**To do**
The records underneath are to be repeated exactly, with the pictures left out.

**Keypoint coordinate data**
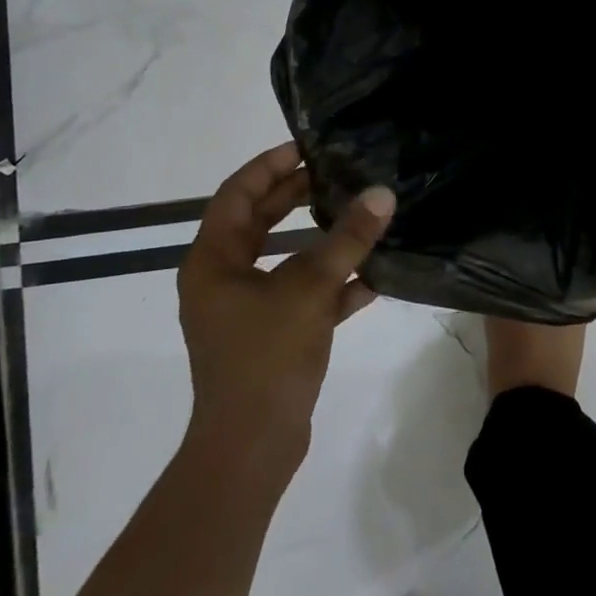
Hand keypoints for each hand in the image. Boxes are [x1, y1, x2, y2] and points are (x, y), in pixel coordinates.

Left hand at [176, 142, 393, 471]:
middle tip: (337, 173)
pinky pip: (301, 294)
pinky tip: (372, 278)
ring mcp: (245, 309)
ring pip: (284, 258)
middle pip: (260, 222)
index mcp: (213, 260)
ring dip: (320, 239)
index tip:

**Expected output**
Hand keypoints for each hand in the image. Boxes are [x1, y1, x2, y2] and points are (x, y), in pixel coordinates.

Left hand at [176, 142, 393, 471]:
middle tip: (337, 173)
pinky pip: (301, 294)
pinky tip: (372, 278)
ring mcp: (245, 309)
ring pip: (284, 258)
middle pip: (260, 222)
index mcp: (213, 260)
ring dip: (320, 239)
index tip:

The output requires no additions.